Software that translates eye movements into commands will allow people with mobility disabilities to control various devices / Rachel Nauer

In early 2015, when Eric Sorto, paralyzed from the neck down, managed to control a robotic arm with the power of thought to direct it to put a can of beer to his lips, the media went wild. There is no doubt that it was an impressive achievement. However, the technology behind this achievement, a chip loaded with electrodes implanted in Sorto's brain, is an expensive, invasive technology that often requires months of training. And worse: this technology requires a mental and physical profile that only a few paralyzed people have.
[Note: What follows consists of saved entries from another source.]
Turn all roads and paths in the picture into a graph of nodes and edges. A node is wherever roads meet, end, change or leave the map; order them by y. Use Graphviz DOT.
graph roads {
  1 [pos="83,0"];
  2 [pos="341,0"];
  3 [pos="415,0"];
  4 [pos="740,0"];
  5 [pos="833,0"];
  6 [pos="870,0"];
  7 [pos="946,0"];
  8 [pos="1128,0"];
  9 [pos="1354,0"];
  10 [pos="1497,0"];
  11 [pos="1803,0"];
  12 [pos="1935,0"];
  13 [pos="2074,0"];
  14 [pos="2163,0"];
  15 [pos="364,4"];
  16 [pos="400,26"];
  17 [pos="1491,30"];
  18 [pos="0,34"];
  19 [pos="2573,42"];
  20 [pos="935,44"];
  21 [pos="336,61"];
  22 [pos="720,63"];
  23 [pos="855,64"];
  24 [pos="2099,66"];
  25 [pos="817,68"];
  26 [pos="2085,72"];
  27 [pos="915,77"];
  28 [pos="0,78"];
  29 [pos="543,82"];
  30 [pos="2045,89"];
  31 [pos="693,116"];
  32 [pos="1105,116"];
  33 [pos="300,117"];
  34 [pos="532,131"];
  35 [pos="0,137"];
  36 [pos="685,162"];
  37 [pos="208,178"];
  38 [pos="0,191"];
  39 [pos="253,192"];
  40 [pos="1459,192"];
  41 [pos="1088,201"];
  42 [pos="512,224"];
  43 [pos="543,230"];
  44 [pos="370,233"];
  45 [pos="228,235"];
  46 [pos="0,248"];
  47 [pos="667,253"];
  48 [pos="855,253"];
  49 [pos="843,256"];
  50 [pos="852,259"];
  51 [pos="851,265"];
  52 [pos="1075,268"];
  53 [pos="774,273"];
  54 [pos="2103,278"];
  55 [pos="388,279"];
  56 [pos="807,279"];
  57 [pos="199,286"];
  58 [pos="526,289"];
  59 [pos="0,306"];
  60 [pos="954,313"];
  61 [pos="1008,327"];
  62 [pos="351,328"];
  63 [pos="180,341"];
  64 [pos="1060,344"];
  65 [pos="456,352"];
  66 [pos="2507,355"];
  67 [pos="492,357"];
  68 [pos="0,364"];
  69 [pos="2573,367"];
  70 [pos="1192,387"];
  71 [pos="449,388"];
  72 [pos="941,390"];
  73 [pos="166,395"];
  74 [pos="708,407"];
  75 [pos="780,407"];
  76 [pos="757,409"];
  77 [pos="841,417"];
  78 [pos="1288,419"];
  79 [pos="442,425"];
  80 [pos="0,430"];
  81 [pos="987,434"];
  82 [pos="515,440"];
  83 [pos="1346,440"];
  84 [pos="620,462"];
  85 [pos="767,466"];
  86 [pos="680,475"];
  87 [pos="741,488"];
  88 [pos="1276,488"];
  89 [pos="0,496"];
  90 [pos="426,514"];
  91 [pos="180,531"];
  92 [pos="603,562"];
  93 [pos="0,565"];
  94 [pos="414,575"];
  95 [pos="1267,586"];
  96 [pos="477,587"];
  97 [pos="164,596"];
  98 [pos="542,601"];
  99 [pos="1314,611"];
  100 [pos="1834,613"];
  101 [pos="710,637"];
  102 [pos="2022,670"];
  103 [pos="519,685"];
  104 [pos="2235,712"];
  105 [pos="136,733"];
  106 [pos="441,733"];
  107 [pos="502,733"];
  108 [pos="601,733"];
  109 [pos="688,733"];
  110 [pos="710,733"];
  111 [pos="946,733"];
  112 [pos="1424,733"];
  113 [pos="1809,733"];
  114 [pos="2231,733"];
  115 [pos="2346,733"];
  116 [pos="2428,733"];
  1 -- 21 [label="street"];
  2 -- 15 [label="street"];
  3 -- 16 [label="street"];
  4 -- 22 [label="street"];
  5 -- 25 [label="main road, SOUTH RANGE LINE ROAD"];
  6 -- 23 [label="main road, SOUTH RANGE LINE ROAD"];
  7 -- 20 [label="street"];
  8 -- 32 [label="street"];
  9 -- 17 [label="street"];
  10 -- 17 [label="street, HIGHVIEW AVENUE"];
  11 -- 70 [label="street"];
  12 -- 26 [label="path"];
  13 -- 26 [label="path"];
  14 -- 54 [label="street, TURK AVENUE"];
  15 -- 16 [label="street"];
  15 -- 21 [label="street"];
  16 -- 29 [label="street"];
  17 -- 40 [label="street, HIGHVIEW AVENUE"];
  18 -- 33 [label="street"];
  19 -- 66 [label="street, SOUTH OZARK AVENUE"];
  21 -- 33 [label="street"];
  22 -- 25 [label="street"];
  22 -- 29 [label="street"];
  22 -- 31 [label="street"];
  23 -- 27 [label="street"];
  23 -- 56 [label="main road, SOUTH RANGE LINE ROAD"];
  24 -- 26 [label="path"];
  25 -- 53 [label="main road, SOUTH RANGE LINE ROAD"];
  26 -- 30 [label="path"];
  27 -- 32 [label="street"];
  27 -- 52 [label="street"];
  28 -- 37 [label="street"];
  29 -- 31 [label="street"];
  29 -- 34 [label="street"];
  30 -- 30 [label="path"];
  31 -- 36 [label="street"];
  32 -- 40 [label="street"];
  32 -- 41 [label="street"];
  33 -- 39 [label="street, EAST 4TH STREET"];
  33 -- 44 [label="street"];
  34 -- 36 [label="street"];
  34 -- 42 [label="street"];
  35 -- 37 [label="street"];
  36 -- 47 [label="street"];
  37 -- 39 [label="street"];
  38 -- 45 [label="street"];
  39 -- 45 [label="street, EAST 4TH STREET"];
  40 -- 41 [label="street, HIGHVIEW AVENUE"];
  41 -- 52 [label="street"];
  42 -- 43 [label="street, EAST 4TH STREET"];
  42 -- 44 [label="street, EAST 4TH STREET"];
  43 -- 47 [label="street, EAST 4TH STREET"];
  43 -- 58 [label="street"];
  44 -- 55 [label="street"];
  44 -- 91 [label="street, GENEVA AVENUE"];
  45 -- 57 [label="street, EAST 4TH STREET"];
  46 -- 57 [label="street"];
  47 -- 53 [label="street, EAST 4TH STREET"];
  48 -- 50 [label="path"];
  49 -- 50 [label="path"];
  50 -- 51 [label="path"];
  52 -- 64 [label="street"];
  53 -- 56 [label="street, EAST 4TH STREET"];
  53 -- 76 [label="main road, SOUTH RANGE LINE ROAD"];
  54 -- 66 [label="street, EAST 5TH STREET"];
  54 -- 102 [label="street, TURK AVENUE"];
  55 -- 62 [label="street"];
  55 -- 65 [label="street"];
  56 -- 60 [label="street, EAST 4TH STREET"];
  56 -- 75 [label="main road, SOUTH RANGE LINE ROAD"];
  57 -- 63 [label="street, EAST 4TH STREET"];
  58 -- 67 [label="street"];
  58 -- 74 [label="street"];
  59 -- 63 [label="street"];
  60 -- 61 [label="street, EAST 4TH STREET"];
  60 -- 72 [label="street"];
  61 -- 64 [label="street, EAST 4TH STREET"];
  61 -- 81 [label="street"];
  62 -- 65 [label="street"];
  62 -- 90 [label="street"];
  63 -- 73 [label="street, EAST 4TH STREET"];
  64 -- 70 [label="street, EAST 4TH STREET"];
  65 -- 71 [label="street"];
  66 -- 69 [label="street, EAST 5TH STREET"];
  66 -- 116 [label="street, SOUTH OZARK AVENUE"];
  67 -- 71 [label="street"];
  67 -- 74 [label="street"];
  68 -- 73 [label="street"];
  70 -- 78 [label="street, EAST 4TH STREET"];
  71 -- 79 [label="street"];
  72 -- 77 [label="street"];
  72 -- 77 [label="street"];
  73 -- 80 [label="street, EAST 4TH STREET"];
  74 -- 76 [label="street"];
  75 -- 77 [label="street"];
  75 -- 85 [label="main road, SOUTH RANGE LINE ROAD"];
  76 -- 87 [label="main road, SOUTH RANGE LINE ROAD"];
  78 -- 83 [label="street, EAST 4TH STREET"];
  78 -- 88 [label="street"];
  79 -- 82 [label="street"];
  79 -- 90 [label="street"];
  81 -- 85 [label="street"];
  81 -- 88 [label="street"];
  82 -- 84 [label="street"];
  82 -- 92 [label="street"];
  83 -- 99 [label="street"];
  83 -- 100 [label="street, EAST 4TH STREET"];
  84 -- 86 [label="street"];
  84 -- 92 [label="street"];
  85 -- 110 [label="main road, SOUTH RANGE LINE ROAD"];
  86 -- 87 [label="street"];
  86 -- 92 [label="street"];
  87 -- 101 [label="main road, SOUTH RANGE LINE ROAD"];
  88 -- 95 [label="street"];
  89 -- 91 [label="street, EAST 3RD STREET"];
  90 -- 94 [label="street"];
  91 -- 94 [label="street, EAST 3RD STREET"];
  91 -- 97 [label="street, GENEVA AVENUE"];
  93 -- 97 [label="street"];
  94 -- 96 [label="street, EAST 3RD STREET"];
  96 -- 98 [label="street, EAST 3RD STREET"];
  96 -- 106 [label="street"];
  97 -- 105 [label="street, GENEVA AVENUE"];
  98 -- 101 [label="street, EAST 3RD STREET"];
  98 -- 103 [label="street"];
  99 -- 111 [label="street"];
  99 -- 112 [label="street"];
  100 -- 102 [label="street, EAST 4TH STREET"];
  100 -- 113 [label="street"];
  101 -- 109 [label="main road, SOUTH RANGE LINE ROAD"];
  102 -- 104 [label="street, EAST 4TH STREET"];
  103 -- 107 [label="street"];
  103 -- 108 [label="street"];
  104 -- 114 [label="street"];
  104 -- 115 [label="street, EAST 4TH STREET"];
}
There may be a better way than this. Instead of making a direct connection between the electrical activity in the brain and the device you want to operate, Aldo Faisal, professor of neurotechnology at Imperial College London, suggests using eye movements to control wheelchairs, computers and computer games. Using simple commercial video game cameras, Faisal and his partners built glasses that track the user's eye movements and feed the data to the computer. Software translates this data into commands that control the device. Almost anyone can use this technology: amputees, Parkinson's patients, multiple sclerosis patients and people suffering from muscular dystrophy. Building the system costs less than $50. Of the thousands who volunteered to try the system when it was presented at a science fair, the vast majority mastered its operating principles within 15 seconds at a level high enough to play the famous video game Pong, and this without receiving any instruction.
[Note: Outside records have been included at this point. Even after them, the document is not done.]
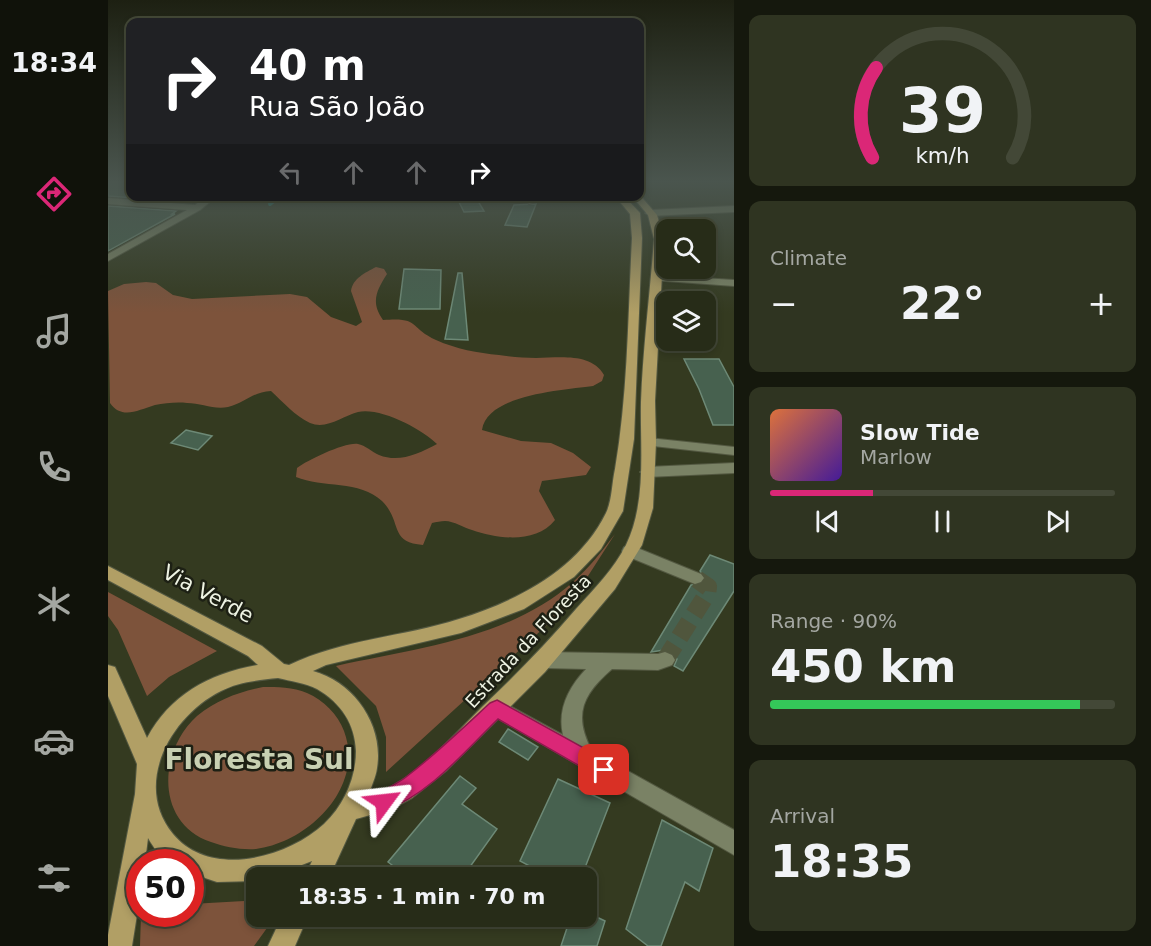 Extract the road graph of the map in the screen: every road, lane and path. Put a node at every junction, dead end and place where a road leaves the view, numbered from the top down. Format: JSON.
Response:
{"nodes":[{"id":1,"x":166,"y":225,"type":"edge"},
{"id":2,"x":636,"y":225,"type":"edge"},
{"id":3,"x":108,"y":258,"type":"edge"},
{"id":4,"x":656,"y":278,"type":"edge"},
{"id":5,"x":672,"y":279,"type":"edge"},
{"id":6,"x":734,"y":283,"type":"edge"},
{"id":7,"x":649,"y":442,"type":"junction"},
{"id":8,"x":734,"y":451,"type":"edge"},
{"id":9,"x":734,"y":468,"type":"edge"},
{"id":10,"x":647,"y":472,"type":"junction"},
{"id":11,"x":630,"y":551,"type":"junction"},
{"id":12,"x":108,"y":572,"type":"edge"},
{"id":13,"x":695,"y":578,"type":"dead end"},
{"id":14,"x":544,"y":660,"type":"junction"},
{"id":15,"x":665,"y":660,"type":"dead end"},
{"id":16,"x":607,"y":662,"type":"junction"},
{"id":17,"x":285,"y":671,"type":"junction"},
{"id":18,"x":108,"y":673,"type":"edge"},
{"id":19,"x":497,"y":708,"type":"junction"},
{"id":20,"x":585,"y":759,"type":"junction"},
{"id":21,"x":147,"y":763,"type":"junction"},
{"id":22,"x":144,"y":794,"type":"junction"},
{"id":23,"x":349,"y":815,"type":"junction"},
{"id":24,"x":734,"y":843,"type":"edge"},
{"id":25,"x":322,"y":867,"type":"edge"},
{"id":26,"x":290,"y":927,"type":"edge"},
{"id":27,"x":118,"y":946,"type":"edge"},
{"id":28,"x":281,"y":946,"type":"edge"}],
"edges":[{"from":1,"to":3,"type":"street"},
{"from":2,"to":17,"type":"main road","name":"Estrada da Floresta"},
{"from":4,"to":7,"type":"main road","name":"Estrada da Floresta"},
{"from":5,"to":6,"type":"street"},
{"from":7,"to":8,"type":"street"},
{"from":7,"to":10,"type":"main road","name":"Estrada da Floresta"},
{"from":9,"to":10,"type":"street"},
{"from":10,"to":11,"type":"main road","name":"Estrada da Floresta"},
{"from":11,"to":13,"type":"street"},
{"from":11,"to":14,"type":"main road","name":"Estrada da Floresta"},
{"from":12,"to":17,"type":"main road","name":"Via Verde"},
{"from":14,"to":16,"type":"street"},
{"from":14,"to":19,"type":"main road","name":"Estrada da Floresta"},
{"from":15,"to":16,"type":"street"},
{"from":16,"to":20,"type":"street"},
{"from":17,"to":21,"type":"main road"},
{"from":17,"to":23,"type":"main road"},
{"from":18,"to":21,"type":"main road"},
{"from":19,"to":20,"type":"street"},
{"from":19,"to":23,"type":"main road","name":"Estrada da Floresta"},
{"from":20,"to":24,"type":"street"},
{"from":21,"to":22,"type":"main road"},
{"from":22,"to":23,"type":"main road"},
{"from":22,"to":27,"type":"main road"},
{"from":23,"to":25,"type":"main road"},
{"from":26,"to":28,"type":"main road"}]}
Scientists have known for years that eye movements can reveal the immediate intentions of humans: where they intend to walk, what they intend to do, whom they intend to approach. Faisal and his colleagues used the knowledge gained in 70 years of eye movement research to develop algorithms that turn a change of gaze into a command to control a wheelchair, a wink to press a mouse key, or a pupil movement to swing a game racket. To predict the user's intent, the researchers train the algorithms using data previously obtained from recording the eye movements of volunteers while driving a wheelchair using a steering rod or robotic arm. The software gradually learned to recognize the difference, say, between the eye movements people make when they look at a mug to check what's inside and their eye movements when they intend to pick it up to sip from it.

Before Faisal can integrate his system into commercial medical products, he must raise funding for clinical trials. Until that happens, a four million euro grant from the European Union will allow his research group to develop wearable exoskeletons that paralyzed people can control using the eye movement system the group developed. "I want to see what I can do to help people walk again," Faisal says. "That's what I focus on."